W3C home > Mailing lists > Public > ietf-http-wg@w3.org > April to June 2009

Re: draft-ietf-httpbis-p6-cache-06

From: Adrien de Croy <adrien@qbik.com>
Date: Wed, 27 May 2009 15:55:06 +1200
Message-ID: <4A1CB99A.7090106@qbik.com>
To: Brian Smith <brian@briansmith.org>
CC: 'HTTP Working Group' <ietf-http-wg@w3.org>


Brian Smith wrote:
> Adrien de Croy wrote:
>   
>> This leaves problems if there's no Vary header but content negotiation
>> was used.  It's not possible to reliably heuristically determine if
>> content-negotiation was used without the Vary header.  Vary is only a
>> SHOULD level.  Maybe it should be a MUST level?
>>     
>
> As you noted below, this rule applies:
>
>    Caches MUST use the most recent response (as determined by the Date
>    header) when more than one suitable response is stored.  They can
>    also forward a request with "Cache-Control: max-age=0" or "Cache-
>    Control: no-cache" to disambiguate which response to use.
>
> Using this rule, along with other rules for caches, results in predictable
> behavior, right?
>   
Forcing revalidation doesn't in my mind solve the problem of which (say) 
ETags to put in an If-None-Match header.  I guess you then put them all 
in, but that's then just getting the origin server to re-process the 
negotiation algorithm.  At least it's correct then though.
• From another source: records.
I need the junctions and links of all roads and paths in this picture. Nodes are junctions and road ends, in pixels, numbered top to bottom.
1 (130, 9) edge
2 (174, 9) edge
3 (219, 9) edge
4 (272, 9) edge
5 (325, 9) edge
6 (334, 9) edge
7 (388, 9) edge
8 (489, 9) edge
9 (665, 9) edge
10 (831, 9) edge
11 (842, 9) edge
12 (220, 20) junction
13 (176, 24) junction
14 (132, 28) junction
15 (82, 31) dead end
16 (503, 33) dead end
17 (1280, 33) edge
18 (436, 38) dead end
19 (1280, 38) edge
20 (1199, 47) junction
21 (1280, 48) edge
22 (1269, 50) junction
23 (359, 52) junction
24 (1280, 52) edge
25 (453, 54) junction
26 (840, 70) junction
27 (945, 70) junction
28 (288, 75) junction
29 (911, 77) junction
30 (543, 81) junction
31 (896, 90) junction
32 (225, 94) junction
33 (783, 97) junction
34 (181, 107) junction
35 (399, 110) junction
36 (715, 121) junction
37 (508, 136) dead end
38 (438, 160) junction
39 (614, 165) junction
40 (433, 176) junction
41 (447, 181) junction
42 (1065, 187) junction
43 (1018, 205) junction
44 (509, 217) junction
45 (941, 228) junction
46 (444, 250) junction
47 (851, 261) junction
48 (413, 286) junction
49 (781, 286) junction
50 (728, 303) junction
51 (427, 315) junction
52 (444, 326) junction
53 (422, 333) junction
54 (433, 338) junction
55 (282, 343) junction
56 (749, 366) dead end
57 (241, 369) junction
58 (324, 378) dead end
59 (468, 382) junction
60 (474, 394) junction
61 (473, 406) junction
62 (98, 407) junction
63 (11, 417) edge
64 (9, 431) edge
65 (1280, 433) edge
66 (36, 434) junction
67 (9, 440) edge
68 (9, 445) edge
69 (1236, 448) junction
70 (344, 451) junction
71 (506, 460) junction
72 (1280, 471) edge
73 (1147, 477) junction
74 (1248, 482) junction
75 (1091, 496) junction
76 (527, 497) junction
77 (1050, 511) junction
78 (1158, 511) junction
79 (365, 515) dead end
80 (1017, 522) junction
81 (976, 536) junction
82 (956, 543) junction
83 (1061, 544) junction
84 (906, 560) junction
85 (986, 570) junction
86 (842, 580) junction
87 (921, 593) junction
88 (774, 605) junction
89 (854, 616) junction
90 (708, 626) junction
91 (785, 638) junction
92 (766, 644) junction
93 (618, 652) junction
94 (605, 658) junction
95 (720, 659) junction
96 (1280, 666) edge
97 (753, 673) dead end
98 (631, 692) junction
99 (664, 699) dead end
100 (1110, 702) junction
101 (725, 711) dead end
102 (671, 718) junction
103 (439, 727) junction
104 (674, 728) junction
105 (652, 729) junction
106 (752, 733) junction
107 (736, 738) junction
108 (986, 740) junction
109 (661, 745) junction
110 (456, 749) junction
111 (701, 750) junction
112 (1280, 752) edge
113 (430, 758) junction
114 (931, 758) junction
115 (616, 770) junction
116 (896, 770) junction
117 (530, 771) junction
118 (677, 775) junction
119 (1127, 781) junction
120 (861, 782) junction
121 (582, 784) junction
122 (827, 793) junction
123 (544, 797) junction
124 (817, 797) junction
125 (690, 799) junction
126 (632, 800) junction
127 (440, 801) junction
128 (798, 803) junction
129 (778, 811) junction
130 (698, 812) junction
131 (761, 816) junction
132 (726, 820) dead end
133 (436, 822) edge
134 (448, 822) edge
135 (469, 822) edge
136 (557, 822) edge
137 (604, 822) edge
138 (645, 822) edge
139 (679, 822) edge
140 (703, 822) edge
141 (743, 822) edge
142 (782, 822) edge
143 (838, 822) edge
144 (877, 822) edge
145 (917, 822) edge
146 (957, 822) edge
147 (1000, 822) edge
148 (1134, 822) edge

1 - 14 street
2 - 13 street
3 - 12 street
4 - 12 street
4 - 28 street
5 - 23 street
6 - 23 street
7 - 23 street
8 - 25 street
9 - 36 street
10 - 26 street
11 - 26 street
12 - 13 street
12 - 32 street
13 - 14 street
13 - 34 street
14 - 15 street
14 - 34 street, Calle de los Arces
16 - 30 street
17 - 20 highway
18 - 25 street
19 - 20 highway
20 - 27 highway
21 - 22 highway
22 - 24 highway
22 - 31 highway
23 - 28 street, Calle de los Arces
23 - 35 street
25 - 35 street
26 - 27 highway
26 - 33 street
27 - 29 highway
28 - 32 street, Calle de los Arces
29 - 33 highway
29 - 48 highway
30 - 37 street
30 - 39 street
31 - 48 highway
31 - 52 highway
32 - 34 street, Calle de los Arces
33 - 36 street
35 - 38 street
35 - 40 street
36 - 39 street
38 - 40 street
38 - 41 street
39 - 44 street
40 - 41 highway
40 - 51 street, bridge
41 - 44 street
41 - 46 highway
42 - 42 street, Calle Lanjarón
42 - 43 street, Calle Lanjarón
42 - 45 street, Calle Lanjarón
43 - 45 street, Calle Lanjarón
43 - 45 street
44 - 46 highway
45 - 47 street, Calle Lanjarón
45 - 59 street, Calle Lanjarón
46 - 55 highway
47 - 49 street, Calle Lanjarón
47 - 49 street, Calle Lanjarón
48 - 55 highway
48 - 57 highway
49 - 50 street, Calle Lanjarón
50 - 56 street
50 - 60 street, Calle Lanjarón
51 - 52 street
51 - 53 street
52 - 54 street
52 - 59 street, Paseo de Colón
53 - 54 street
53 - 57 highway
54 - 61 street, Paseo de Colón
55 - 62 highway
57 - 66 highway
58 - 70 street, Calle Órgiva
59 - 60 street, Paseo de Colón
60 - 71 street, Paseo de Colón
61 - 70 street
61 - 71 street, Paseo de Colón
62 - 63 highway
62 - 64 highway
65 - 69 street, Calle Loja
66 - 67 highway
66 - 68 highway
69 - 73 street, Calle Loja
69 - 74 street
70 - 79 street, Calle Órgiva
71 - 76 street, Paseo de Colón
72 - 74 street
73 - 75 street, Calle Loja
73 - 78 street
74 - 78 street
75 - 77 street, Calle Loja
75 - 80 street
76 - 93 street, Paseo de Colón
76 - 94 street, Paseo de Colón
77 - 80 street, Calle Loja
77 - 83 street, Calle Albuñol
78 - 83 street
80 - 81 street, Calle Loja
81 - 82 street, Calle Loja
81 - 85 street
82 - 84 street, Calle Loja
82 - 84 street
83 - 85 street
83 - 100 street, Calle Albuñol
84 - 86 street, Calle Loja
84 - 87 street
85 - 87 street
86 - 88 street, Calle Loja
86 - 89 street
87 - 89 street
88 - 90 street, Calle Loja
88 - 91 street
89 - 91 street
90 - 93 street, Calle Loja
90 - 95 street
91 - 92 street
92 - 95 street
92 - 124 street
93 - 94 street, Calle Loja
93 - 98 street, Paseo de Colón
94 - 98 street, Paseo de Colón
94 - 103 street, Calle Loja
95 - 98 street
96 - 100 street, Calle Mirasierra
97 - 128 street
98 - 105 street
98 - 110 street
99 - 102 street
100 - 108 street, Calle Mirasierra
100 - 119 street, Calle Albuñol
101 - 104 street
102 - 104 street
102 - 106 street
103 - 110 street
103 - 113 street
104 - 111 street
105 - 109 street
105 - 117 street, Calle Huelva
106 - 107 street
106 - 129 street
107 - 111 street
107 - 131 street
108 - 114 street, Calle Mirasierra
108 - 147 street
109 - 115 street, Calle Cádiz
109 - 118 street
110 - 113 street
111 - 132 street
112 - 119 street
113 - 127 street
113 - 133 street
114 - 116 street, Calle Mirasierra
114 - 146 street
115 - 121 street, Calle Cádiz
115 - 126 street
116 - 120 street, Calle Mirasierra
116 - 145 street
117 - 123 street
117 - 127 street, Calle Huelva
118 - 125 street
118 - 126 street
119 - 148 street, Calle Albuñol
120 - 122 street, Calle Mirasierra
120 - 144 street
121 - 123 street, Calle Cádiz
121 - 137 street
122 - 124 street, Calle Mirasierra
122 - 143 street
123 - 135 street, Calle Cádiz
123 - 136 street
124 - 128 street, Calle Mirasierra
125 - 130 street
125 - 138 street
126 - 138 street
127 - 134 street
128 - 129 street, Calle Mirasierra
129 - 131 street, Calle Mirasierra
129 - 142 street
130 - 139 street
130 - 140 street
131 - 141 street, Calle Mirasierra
>> It says if there are several stored representations serve the one with
>> the most recent Date header (MUST level), but this may not be the
>> appropriate one if Vary headers aren't available, and you are say
>> selecting based on language.
>>     
>
> The server needs to provide a Vary header in that case.
>   
right, hence my comment maybe Vary should be a MUST.  But I'm sure there 
would be a multitude of problems if that happened.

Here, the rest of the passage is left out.